On the edge of Wimbledon Common, overshadowed by the rather forward Cannizaro House, there is a simple white door set inside a plain brick wall. I have walked past many times, but have never noticed it there before.

A few weeks ago I had the immense pleasure of being invited in to see the house and view the stunning work of the two artists who live there.

It is the home of jewellery designer and artist Carol Ann Dickson, and her husband John Whittall.

Carol Ann Dixson

Carol spent many years as a painter, and still paints, but there has been what she describes as “a gradual seepage” into precious and semi-precious metals and gems. All her work is characterised by contrast, mixing representational and abstract in her painting and rough hewn stones with highly polished metals in her jewellery.

Sea Culls over Rushmere Pond

John is an established artist with work in the permanent collection of the National Portrait Gallery and Westminster Abbey. I simply know him as my personal trainer’s Step Father and I got a little shock of excitement the first time I saw his work – even just on a computer screen.

He is collected by Brian Sewell (so I can’t quite claim to have discovered him!) but it is lovely that he is a local artist living in Wimbledon …”these paintings will never be the stuff of fervid controversy in incomprehensible art jargon; they are images in which to live in peace as they become old friends” Brian Sewell.

This painting is of “Sea Gulls on Rushmere Pond” on Wimbledon Common, which is overlooked by the house.

John's side of the studio

When I visited we went straight upstairs to the studio which is divided into “his and hers” separate areas with a common creamy Farrow and Ball floor (water-based so easy to apply) linking them together.

The huge mirror on the main wall (you can see it behind the painting) opens up this otherwise enclosed space and is a great idea to copy in a windowless room. They added the rather grand embellishment on the top themselves.

There are also two bedrooms on this floor. The first is the guest bedroom, which also contains lots of their wonderful art and special pieces.

guest bedroom

There wasn’t any spare cash when the home was purchased and so they have definitely made the most of everything. The sink in the guest bathroom was two separate pieces of furniture that they found, sent away to be stripped and then repainted.

The cupboards and walls are all painted in the same grey to retain a clean canvas and make the most of the space and the unifying painted floor flows throughout.

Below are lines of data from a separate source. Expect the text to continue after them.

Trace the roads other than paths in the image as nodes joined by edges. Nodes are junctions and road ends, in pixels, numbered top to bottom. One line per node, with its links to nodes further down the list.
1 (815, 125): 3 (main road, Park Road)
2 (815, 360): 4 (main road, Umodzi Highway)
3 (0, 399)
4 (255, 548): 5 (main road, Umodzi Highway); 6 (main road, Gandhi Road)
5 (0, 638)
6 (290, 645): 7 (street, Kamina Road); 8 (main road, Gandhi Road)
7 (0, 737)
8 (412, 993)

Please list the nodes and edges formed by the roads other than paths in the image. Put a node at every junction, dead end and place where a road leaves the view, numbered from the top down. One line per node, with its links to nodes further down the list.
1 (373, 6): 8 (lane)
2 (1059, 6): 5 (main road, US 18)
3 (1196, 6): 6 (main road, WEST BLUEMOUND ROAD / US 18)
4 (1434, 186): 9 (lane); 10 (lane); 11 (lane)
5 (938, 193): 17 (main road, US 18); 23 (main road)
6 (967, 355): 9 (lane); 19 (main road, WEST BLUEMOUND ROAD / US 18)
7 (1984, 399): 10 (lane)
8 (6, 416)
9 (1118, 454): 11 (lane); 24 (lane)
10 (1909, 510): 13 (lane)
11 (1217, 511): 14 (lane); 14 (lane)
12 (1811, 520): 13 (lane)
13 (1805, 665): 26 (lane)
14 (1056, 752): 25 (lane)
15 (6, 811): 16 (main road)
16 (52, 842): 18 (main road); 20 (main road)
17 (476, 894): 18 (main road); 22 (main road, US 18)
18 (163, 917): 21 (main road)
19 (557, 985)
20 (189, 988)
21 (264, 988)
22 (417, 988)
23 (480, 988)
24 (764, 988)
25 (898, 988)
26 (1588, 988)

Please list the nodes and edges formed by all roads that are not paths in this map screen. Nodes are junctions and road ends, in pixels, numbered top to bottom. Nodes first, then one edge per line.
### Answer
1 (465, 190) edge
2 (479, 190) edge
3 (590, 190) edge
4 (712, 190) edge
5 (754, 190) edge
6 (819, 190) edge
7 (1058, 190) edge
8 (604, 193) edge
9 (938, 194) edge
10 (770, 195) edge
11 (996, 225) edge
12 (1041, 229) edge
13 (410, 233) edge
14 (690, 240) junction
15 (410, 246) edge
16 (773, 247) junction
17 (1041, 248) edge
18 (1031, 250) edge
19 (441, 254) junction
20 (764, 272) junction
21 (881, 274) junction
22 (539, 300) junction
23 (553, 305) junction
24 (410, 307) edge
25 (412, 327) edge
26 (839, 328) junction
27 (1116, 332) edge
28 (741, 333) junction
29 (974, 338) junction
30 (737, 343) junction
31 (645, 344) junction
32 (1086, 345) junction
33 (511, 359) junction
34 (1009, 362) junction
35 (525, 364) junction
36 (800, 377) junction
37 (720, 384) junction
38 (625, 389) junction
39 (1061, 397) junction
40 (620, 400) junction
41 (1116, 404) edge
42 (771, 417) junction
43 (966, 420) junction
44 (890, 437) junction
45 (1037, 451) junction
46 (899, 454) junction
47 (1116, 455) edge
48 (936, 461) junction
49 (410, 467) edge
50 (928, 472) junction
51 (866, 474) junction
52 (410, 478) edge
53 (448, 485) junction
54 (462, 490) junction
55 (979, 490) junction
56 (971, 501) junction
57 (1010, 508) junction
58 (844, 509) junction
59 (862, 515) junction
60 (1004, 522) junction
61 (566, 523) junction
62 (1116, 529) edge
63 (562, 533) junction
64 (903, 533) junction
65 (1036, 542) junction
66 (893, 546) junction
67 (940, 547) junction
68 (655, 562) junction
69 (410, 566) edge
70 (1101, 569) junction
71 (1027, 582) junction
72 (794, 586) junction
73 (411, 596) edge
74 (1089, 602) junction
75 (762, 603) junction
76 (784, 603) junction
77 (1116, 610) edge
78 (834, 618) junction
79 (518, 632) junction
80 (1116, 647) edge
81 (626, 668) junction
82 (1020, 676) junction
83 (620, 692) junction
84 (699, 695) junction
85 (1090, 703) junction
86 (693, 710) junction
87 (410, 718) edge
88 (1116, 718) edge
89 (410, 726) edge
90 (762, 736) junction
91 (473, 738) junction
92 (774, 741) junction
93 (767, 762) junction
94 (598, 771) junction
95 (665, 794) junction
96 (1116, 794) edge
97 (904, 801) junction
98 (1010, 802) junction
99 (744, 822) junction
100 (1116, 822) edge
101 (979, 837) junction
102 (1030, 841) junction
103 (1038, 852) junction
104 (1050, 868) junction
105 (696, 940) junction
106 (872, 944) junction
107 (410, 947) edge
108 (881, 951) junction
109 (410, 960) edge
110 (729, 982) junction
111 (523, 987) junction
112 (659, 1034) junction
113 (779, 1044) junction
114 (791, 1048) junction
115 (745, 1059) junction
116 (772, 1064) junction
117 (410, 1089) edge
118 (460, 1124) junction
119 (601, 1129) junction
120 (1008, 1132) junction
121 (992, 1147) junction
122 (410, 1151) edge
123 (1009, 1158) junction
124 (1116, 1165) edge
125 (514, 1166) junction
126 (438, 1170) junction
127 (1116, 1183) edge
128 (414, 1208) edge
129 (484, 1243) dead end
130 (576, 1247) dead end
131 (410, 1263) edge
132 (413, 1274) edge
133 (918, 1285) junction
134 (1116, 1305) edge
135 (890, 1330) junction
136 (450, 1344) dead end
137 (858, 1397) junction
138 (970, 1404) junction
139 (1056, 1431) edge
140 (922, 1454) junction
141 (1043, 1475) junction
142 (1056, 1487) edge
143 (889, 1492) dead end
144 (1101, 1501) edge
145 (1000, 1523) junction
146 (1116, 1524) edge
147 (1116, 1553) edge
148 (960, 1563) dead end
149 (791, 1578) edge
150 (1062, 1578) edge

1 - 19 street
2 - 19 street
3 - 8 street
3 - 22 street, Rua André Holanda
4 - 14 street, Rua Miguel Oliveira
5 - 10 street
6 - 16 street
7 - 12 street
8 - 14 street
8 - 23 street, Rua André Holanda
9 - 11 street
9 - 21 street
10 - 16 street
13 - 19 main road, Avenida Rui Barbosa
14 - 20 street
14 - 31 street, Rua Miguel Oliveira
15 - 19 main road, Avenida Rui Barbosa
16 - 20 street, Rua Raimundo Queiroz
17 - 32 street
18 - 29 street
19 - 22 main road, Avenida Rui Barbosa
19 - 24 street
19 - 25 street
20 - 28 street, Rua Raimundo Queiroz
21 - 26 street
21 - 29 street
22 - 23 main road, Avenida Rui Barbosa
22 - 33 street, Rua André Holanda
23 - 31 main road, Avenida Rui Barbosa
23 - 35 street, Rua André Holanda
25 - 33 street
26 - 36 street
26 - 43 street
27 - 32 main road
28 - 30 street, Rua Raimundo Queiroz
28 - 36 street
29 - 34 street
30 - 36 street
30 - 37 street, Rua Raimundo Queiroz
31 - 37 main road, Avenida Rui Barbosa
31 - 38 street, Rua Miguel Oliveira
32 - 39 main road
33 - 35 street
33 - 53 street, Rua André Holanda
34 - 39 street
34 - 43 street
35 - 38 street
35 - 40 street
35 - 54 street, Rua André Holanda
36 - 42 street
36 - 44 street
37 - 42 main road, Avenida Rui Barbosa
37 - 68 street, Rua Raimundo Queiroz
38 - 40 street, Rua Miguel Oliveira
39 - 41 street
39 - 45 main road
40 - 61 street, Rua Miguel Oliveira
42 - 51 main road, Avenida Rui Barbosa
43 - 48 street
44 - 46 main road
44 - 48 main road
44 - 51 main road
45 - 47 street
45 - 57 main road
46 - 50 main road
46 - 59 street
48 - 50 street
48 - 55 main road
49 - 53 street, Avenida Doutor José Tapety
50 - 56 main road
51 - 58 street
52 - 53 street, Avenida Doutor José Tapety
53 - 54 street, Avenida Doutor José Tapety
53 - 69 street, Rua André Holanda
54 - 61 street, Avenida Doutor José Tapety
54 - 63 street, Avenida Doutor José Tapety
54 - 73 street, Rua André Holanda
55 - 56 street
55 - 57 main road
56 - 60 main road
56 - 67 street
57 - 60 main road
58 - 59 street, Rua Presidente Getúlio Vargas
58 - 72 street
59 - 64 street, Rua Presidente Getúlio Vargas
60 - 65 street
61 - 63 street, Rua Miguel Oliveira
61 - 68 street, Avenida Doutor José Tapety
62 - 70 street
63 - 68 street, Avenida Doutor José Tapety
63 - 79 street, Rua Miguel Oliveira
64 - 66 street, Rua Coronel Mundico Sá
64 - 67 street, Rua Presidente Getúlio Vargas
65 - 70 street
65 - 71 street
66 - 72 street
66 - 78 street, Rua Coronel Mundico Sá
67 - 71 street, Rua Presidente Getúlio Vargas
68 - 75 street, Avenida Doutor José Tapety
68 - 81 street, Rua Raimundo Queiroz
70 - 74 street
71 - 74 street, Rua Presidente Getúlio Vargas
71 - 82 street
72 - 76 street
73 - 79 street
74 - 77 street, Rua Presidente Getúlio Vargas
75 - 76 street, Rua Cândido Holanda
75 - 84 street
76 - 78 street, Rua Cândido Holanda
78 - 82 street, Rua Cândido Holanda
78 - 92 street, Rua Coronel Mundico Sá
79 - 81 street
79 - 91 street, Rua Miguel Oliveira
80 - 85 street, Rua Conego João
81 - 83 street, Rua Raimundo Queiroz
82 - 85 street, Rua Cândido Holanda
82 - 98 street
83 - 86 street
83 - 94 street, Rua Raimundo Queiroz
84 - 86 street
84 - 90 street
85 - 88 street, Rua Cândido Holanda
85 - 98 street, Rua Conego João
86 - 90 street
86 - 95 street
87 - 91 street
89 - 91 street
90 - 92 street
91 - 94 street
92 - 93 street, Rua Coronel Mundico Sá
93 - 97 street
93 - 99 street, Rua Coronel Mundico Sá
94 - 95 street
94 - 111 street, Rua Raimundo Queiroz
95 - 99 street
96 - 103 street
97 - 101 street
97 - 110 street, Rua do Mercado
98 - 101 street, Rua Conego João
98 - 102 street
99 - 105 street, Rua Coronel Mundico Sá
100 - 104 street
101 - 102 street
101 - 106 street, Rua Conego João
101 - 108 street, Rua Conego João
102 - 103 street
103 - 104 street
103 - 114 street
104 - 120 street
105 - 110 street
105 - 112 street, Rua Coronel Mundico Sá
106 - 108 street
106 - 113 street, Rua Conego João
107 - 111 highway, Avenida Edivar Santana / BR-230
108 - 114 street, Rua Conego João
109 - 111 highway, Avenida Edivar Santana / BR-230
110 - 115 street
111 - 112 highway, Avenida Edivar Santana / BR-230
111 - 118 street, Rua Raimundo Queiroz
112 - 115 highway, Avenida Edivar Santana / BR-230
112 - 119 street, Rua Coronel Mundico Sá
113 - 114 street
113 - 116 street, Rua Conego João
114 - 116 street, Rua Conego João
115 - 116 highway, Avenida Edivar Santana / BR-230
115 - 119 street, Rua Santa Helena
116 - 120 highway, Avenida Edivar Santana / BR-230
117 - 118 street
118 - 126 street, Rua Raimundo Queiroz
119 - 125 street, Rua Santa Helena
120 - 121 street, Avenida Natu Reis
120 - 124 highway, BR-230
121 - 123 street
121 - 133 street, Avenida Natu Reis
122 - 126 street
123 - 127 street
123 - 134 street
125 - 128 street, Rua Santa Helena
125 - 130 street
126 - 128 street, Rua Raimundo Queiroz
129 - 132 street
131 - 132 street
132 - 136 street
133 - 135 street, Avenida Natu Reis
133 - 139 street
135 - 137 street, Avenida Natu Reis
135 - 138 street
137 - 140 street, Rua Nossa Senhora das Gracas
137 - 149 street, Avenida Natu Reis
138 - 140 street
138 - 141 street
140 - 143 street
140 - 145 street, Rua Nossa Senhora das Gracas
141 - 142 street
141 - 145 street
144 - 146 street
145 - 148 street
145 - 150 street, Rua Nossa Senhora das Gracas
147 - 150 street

The painted surfaces are also practical and hard wearing – which is perfect as they regularly welcome friends and b&b guests to stay (www.risingsunbandb.co.uk).

Master bedroom

There is more painted furniture in the gorgeous master bedroom, a testament to the rewards of being brave with colour. You don’t have to stick to pale colours in smaller rooms – work out what you like and then just go for it!

Wardrobe doors

The room could have been dominated by dull wardrobe doors. But Carol used them as another canvas for enhancement by choosing to feature a traditional ancient Chinese wallpaper design of birds and flowers.

wallpaper design

It is a well known design which she simply adapted to work in this room. If you don’t have the same level of painting skill you could also find an image in a book or on a piece of wallpaper and create your own stencil template to use time after time.

I am fascinated by the relationship between home and personality and it intrigued me that here home and art merge into one… and nowhere more so than in the downstairs loo!

loo

This has to be my favourite room in the house. A tiny room has been transformed into a different place and a different time, full of life. Fabulous!

Kitchen doors

The kitchen is largely as it was when they moved in twenty years ago, except for all the paintings that adorn the walls and the cockerels on the kitchen doors (which Carol only allowed John 2 minutes to paint so that they would be fresh and natural, rather than over painterly!)

dining room

Every room has a lovely style of it’s own. The elegant furniture in the dining room is offset by the strong but simple use of green. The radiator is hidden away in the same colour (can you imagine how much it would have stood out in white?) and the ceiling blends in beautifully also.

Ceiling mirror

It also has the added detail of a broken mirror that was transformed into a decorative finishing touch on the ceiling.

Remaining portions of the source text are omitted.